Una trayectoria que apenas comienza
Nathalia comenzó en el mundo de la actuación a los 8 años de edad, apenas cuatro meses después de comenzar clases. Su primer papel fue en el unitario «Milagros de Navidad«, transmitido internacionalmente por Telemundo. Luego vinieron comerciales, campañas y redes sociales. Su salto al cine llegó gracias a su desempeño en una academia de actuación en Estados Unidos, donde fue seleccionada para este largometraje entre decenas de talentos.
Además de ser actriz, canta, compone y toca el piano. Tiene cuadernos llenos de canciones inéditas y sueña con usar el arte para enviar mensajes positivos y de transformación.

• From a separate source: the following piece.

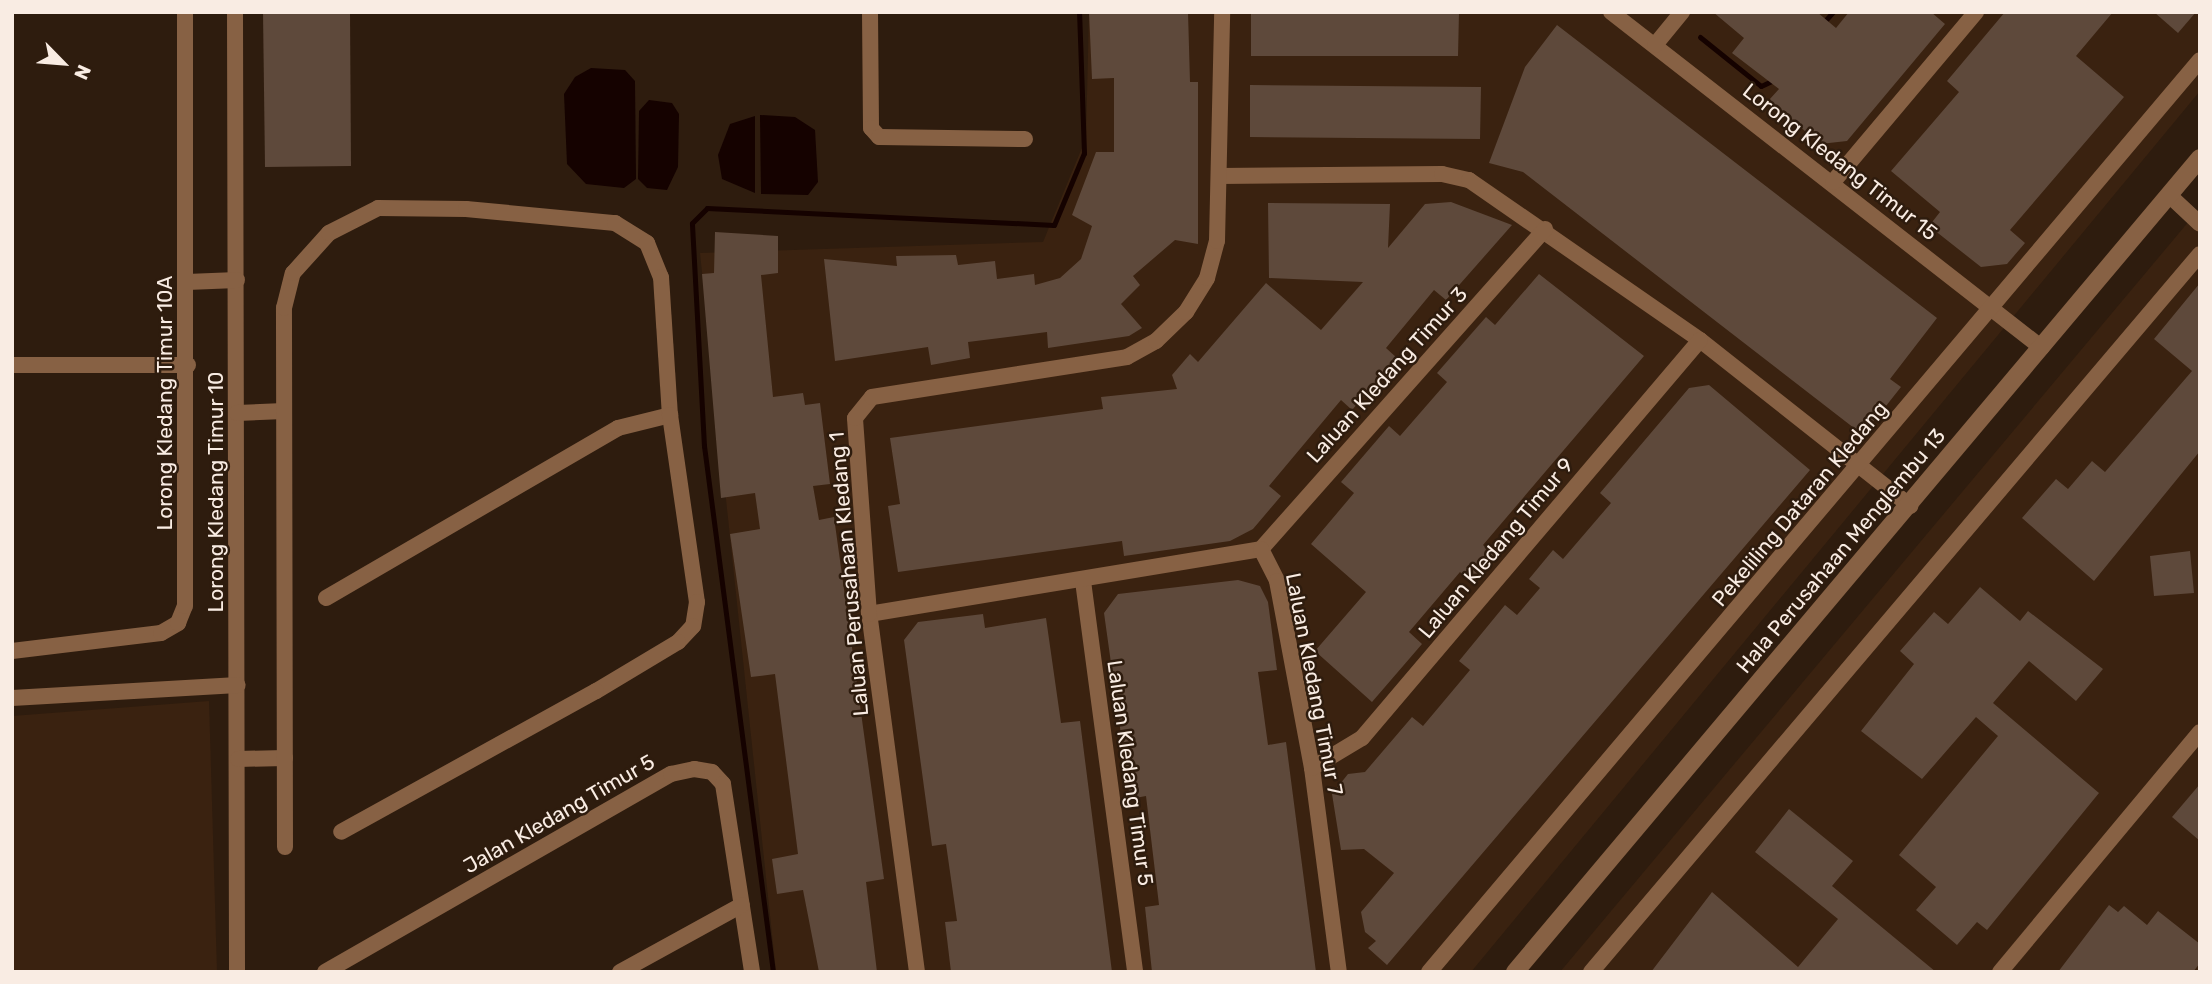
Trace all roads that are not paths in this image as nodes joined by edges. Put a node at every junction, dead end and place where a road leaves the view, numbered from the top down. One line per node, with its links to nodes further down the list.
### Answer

“Ella es sensible, empática, espiritual y muy profesional. Para Nathalia, los valores siempre están primero. Estoy segura de que eso también se refleja en la pantalla”, agregó su madre, emocionada por este logro que aún está procesando.
¿Qué sigue?
Aunque todavía no puede anunciarse oficialmente el estreno en salas de cine, el proyecto ya está generando grandes expectativas. “Brownsville Bred” es mucho más que una película: es una historia de reconciliación y crecimiento contada desde los ojos de una adolescente con una sensibilidad excepcional.
Por ahora, solo queda esperar el anuncio oficial para verla brillar en la pantalla grande. Pero una cosa es segura: el nombre de Nathalia Lares Pirela ya comenzó a resonar en la industria cinematográfica, y esto es solo el comienzo.